EXERCISE GOAL.
All lines in the data that hold the word "path" need copying.

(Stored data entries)
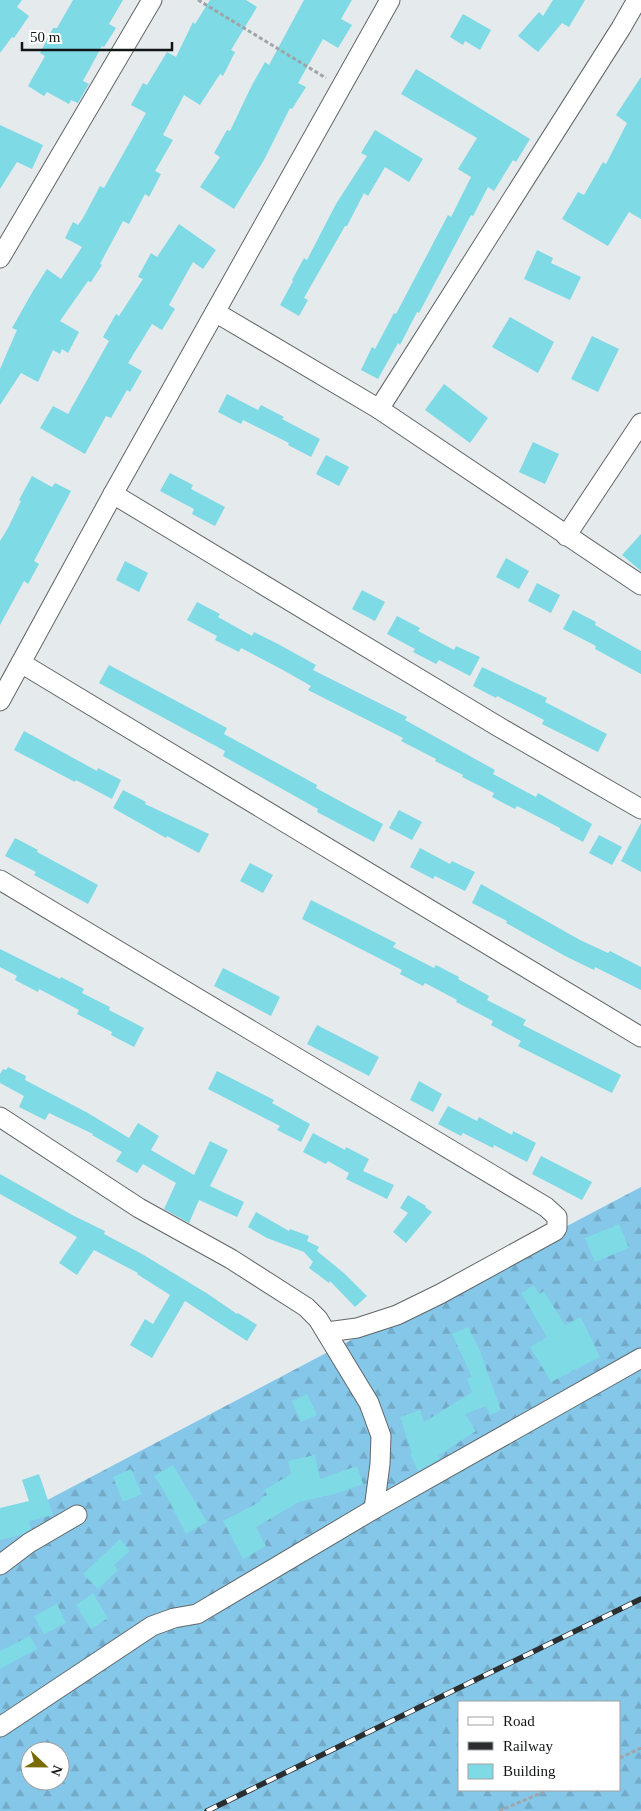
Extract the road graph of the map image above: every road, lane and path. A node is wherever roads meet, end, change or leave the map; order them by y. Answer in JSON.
{"nodes":[{"id":1,"x":152,"y":0,"type":"edge"},
{"id":2,"x":198,"y":0,"type":"edge"},
{"id":3,"x":390,"y":0,"type":"edge"},
{"id":4,"x":637,"y":0,"type":"edge"},
{"id":5,"x":341,"y":87,"type":"junction"},
{"id":6,"x":0,"y":258,"type":"edge"},
{"id":7,"x":215,"y":312,"type":"junction"},
{"id":8,"x":379,"y":410,"type":"junction"},
{"id":9,"x":641,"y":423,"type":"edge"},
{"id":10,"x":114,"y":494,"type":"junction"},
{"id":11,"x":566,"y":536,"type":"junction"},
{"id":12,"x":641,"y":585,"type":"edge"},
{"id":13,"x":21,"y":663,"type":"junction"},
{"id":14,"x":0,"y":701,"type":"edge"},
{"id":15,"x":641,"y":809,"type":"edge"},
{"id":16,"x":0,"y":880,"type":"edge"},
{"id":17,"x":641,"y":1038,"type":"edge"},
{"id":18,"x":0,"y":1117,"type":"edge"},
{"id":19,"x":327,"y":1332,"type":"junction"},
{"id":20,"x":641,"y":1358,"type":"edge"},
{"id":21,"x":374,"y":1509,"type":"junction"},
{"id":22,"x":77,"y":1515,"type":"dead end"},
{"id":23,"x":0,"y":1565,"type":"edge"},
{"id":24,"x":0,"y":1727,"type":"edge"},
{"id":25,"x":641,"y":1748,"type":"edge"},
{"id":26,"x":621,"y":1758,"type":"edge"},
{"id":27,"x":546,"y":1791,"type":"edge"},
{"id":28,"x":499,"y":1811,"type":"edge"}],
"edges":[{"from":1,"to":6,"type":"street"},
{"from":2,"to":5,"type":"path"},
{"from":3,"to":5,"type":"street"},
{"from":4,"to":8,"type":"street"},
{"from":5,"to":7,"type":"street"},
{"from":7,"to":8,"type":"street"},
{"from":7,"to":10,"type":"street"},
{"from":8,"to":11,"type":"street"},
{"from":9,"to":11,"type":"street"},
{"from":10,"to":13,"type":"street"},
{"from":10,"to":15,"type":"street"},
{"from":11,"to":12,"type":"street"},
{"from":13,"to":14,"type":"street"},
{"from":13,"to":17,"type":"street"},
{"from":16,"to":19,"type":"street"},
{"from":18,"to":19,"type":"street"},
{"from":19,"to":21,"type":"street"},
{"from":20,"to":21,"type":"street"},
{"from":21,"to":24,"type":"street"},
{"from":22,"to":23,"type":"street"},
{"from":25,"to":26,"type":"path"},
{"from":27,"to":28,"type":"path"}]}
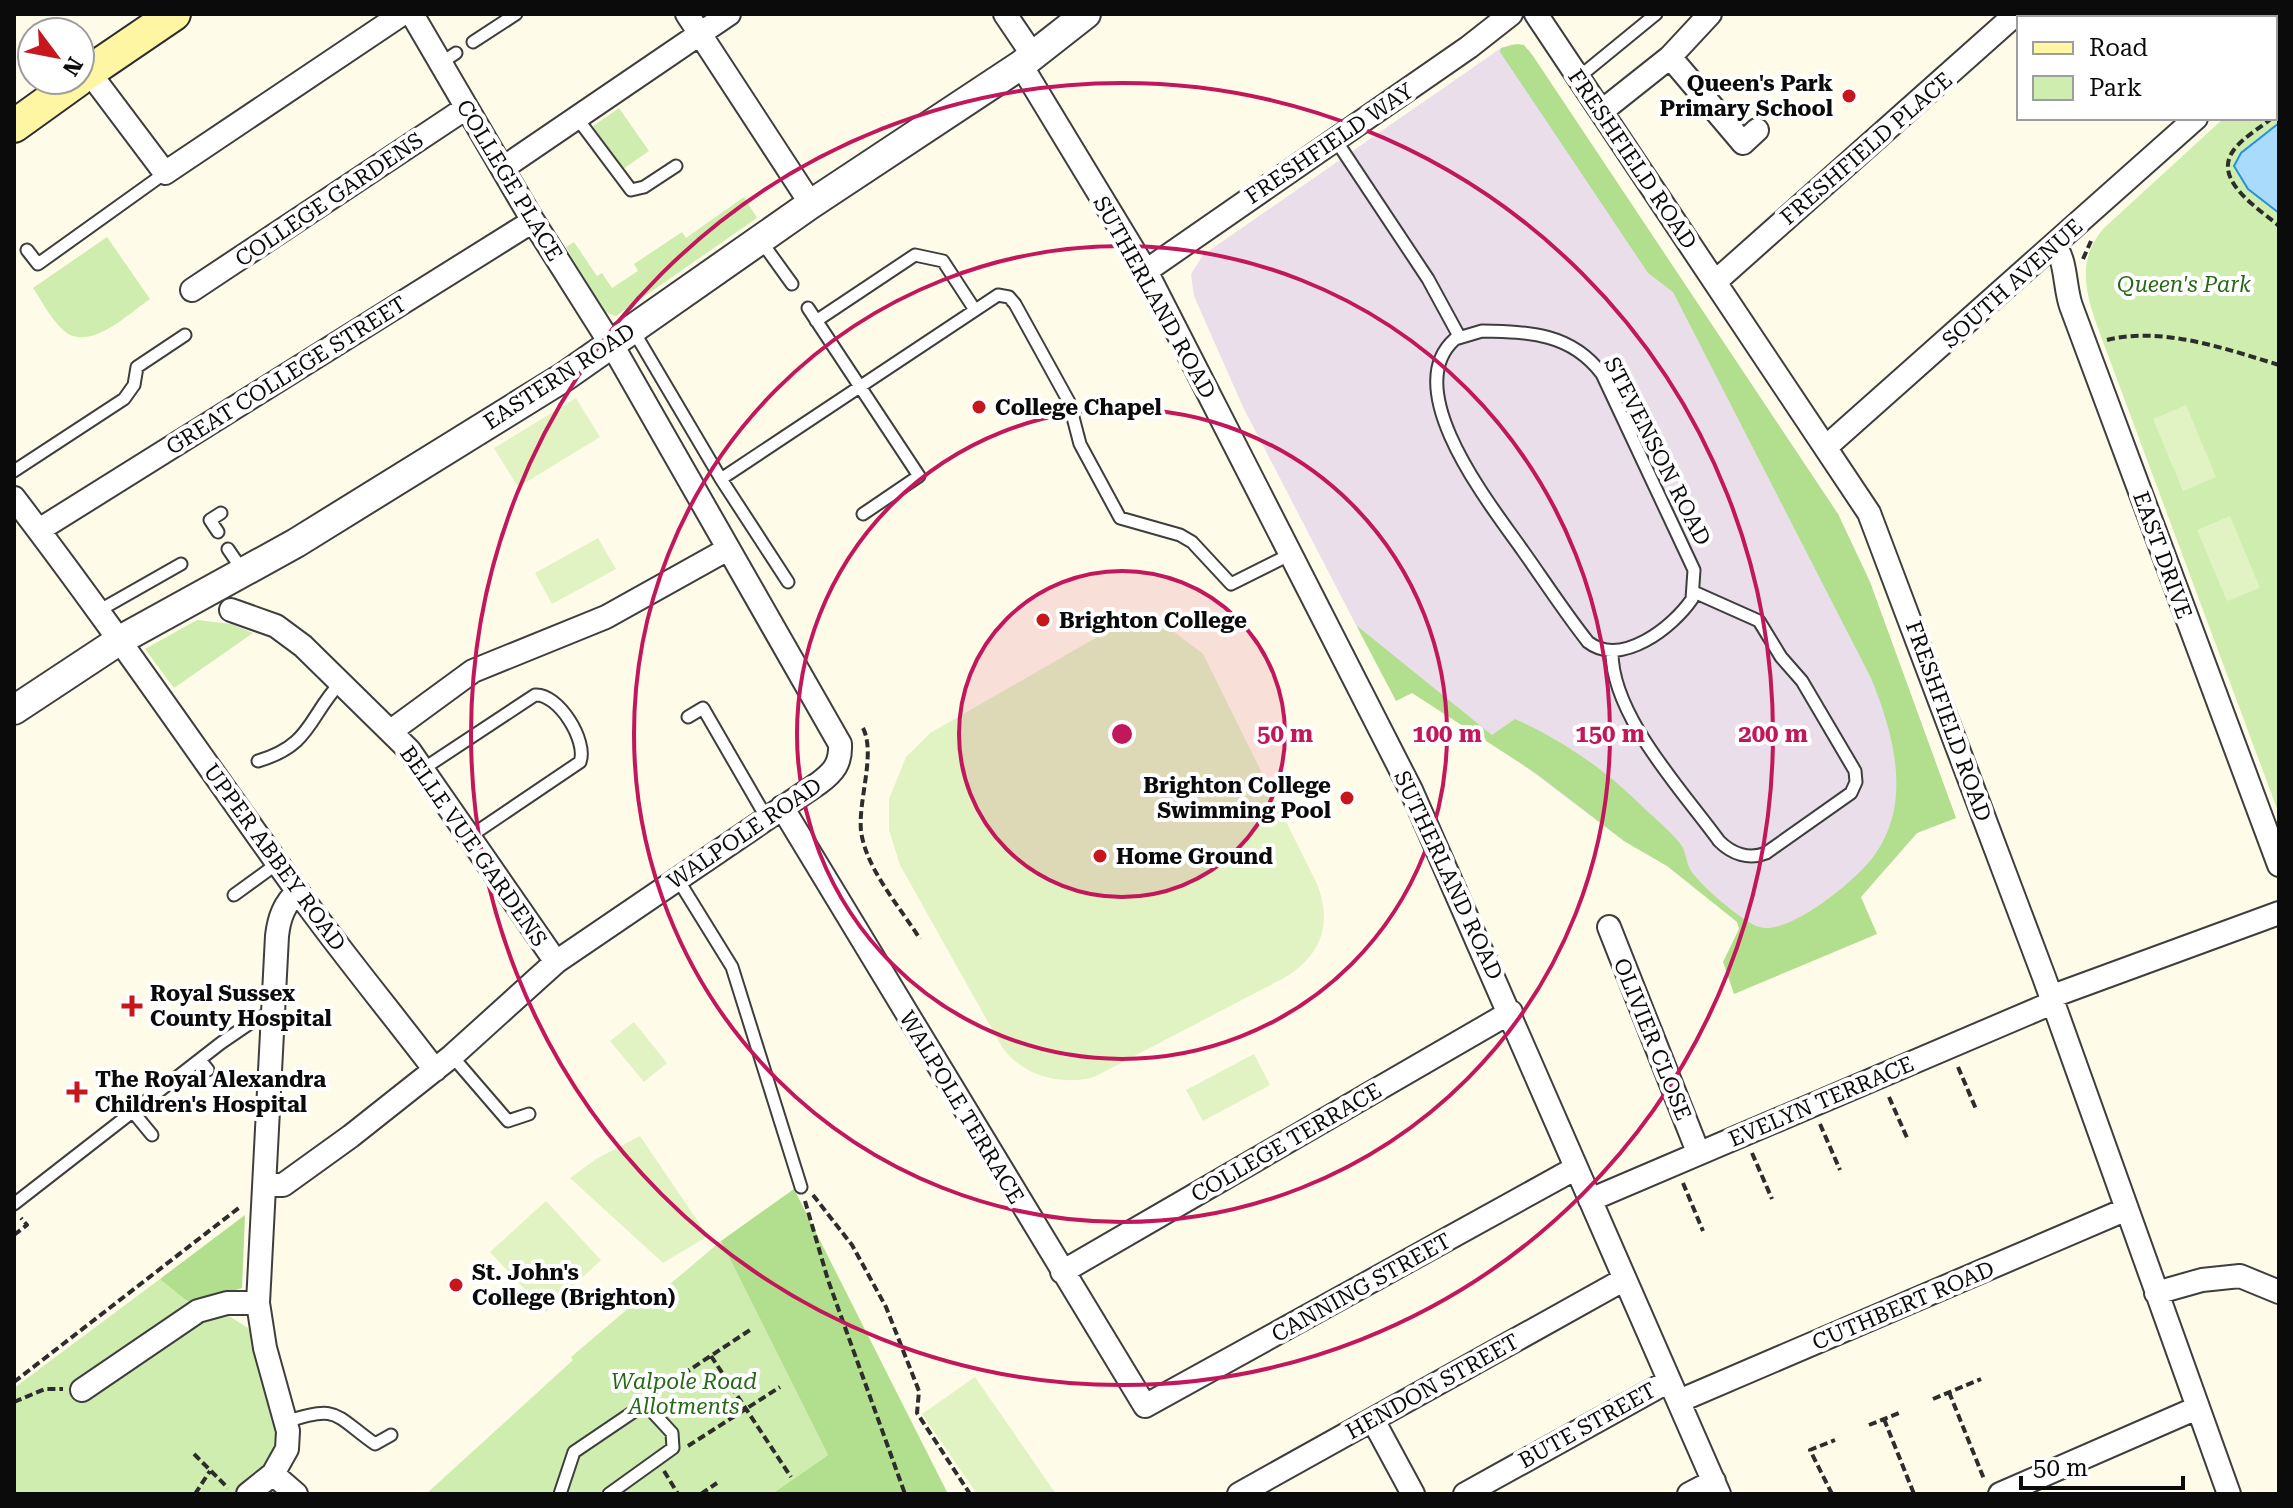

COMPLETED EXERCISE.
Extract the road graph of the map image above: every road, lane and path. A node is wherever roads meet, end, change or leave the map; order them by y. Answer in JSON.
{"from":2,"to":5,"type":"path"},
{"from":25,"to":26,"type":"path"},
{"from":27,"to":28,"type":"path"}]}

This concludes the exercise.